Current policy may also persuade firms to assign costs to their launch pricing even higher than profit-maximizing price. Ultimately, doing so would win higher reimbursement for providers and increase demand and willingness to pay in the future.

In 2018, Seema Verma, former Medicare administration, called this imitative a “perverse incentive for manufacturers to set higher prices.” But the effect appears mostly with new drugs based on new molecules. 

Ridley explained that manufacturers of new molecules could launch at higher prices because they are less constrained by public expectations of drug prices. 

But data showed that the policy change has increased prices for molecules that have been on the market for years, a problem that will continue to grow as drugs launched over the past 20 years make up a larger share of the drugs on the market. 

For example, the acquisition price for budesonide, a steroid used to treat asthma and COPD, increased from $1.75 before the Medicare Modernization Act to $5.34 per milliliter after the change. 

And over five years, between 2005 and 2010, Medicare Part B drug spending increased from $13.3 billion to $16.5 billion. And from 2010 to 2015, spending increased from $16.5 to $25.7 billion, researchers explained. 

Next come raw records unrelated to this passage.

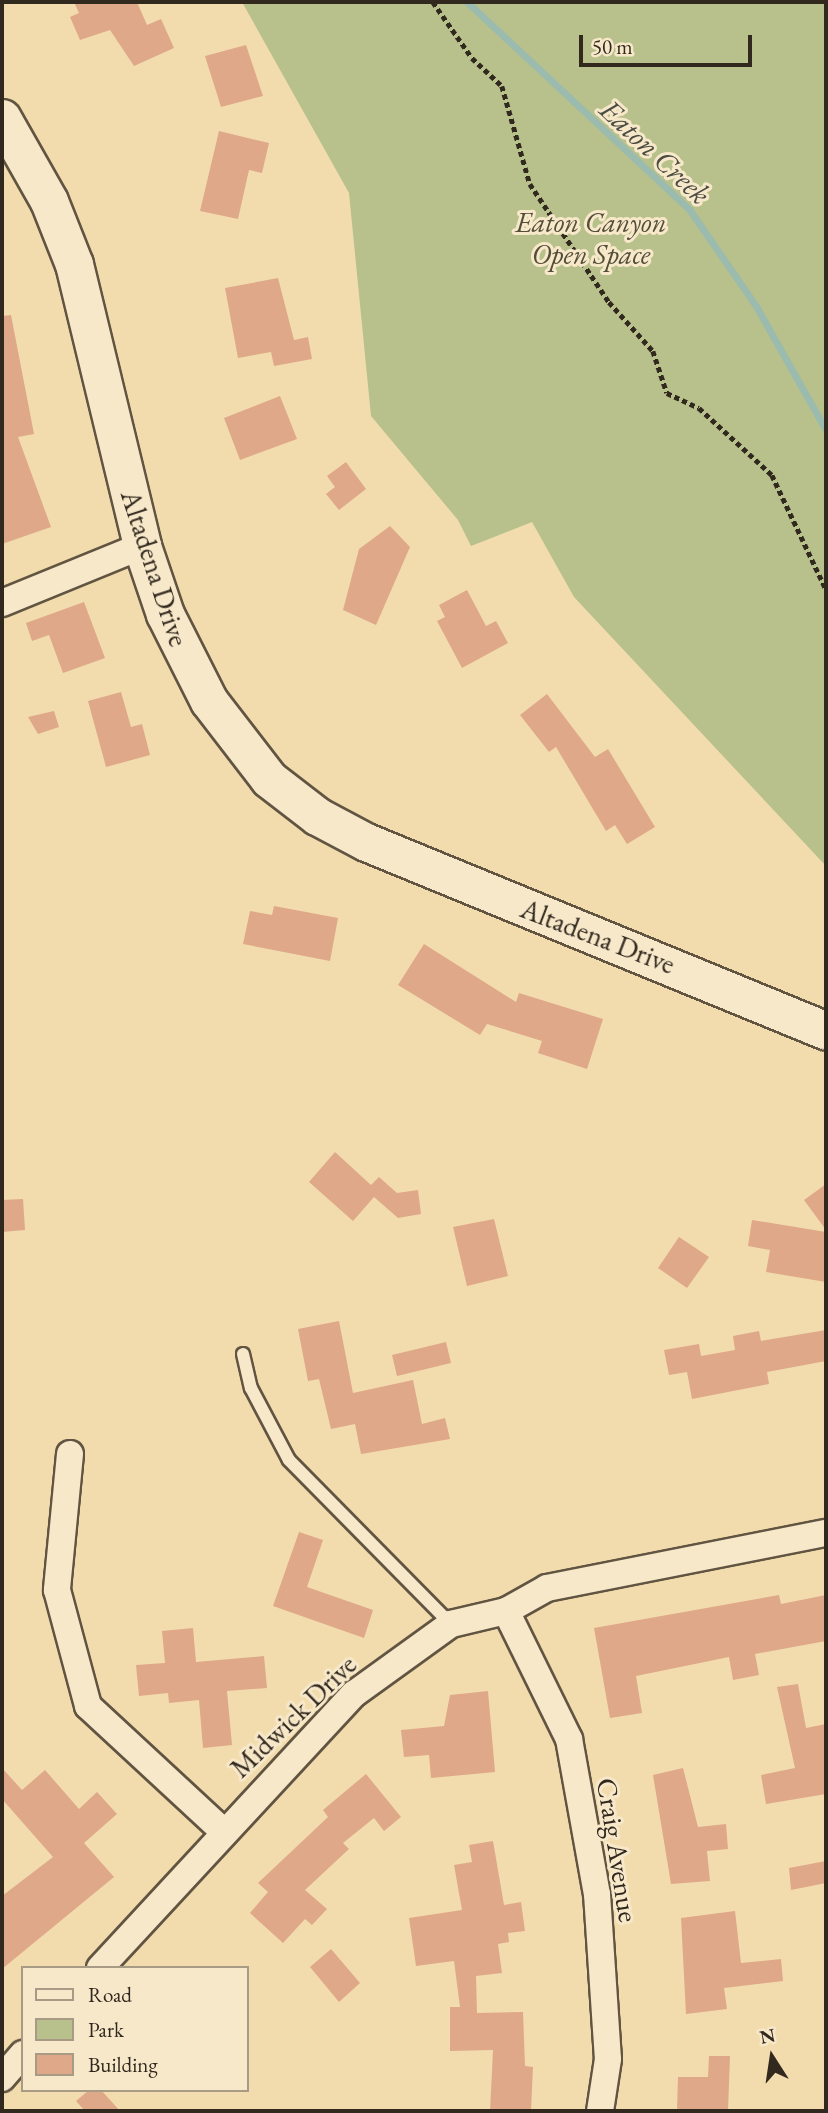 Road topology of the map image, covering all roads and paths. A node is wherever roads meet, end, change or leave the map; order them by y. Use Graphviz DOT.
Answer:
graph roads {
  1 [pos="433,2"];
  2 [pos="2,118"];
  3 [pos="142,546"];
  4 [pos="826,589"];
  5 [pos="2,604"];
  6 [pos="826,1031"];
  7 [pos="243,1354"];
  8 [pos="70,1454"];
  9 [pos="826,1533"];
  10 [pos="506,1611"];
  11 [pos="451,1624"];
  12 [pos="223,1831"];
  13 [pos="102,1966"];
  14 [pos="21,2056"];
  15 [pos="2,2078"];
  16 [pos="600,2111"];
  1 -- 4 [label="path"];
  2 -- 3 [label="main road, Altadena Drive"];
  3 -- 5 [label="street"];
  3 -- 6 [label="main road, Altadena Drive"];
  7 -- 11 [label="lane"];
  8 -- 12 [label="street"];
  9 -- 10 [label="street, Midwick Drive"];
  10 -- 11 [label="street, Midwick Drive"];
  10 -- 16 [label="street, Craig Avenue"];
  11 -- 12 [label="street, Midwick Drive"];
  12 -- 13 [label="street, Midwick Drive"];
  14 -- 15 [label="street"];
}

Researchers suggested a reimbursement model based on a fixed, per-unit amount to curb drug prices. A model would force providers to be more sensitive to the price and manufacturers would have less incentive to choose a high launch price to increase future prices, Ridley said. 

“I think the solution is to pay not cost-plus, but based on the cost effectiveness of the drug,” Ridley explained. “The British do this with some success. They pay for drugs based on value, where they measure value by the quality-adjusted life years added by the drug.”

“Health care systems in many countries, including in the U.S., are moving toward value-based care, and value-based drug reimbursement would be another aspect of that reform,” he concluded.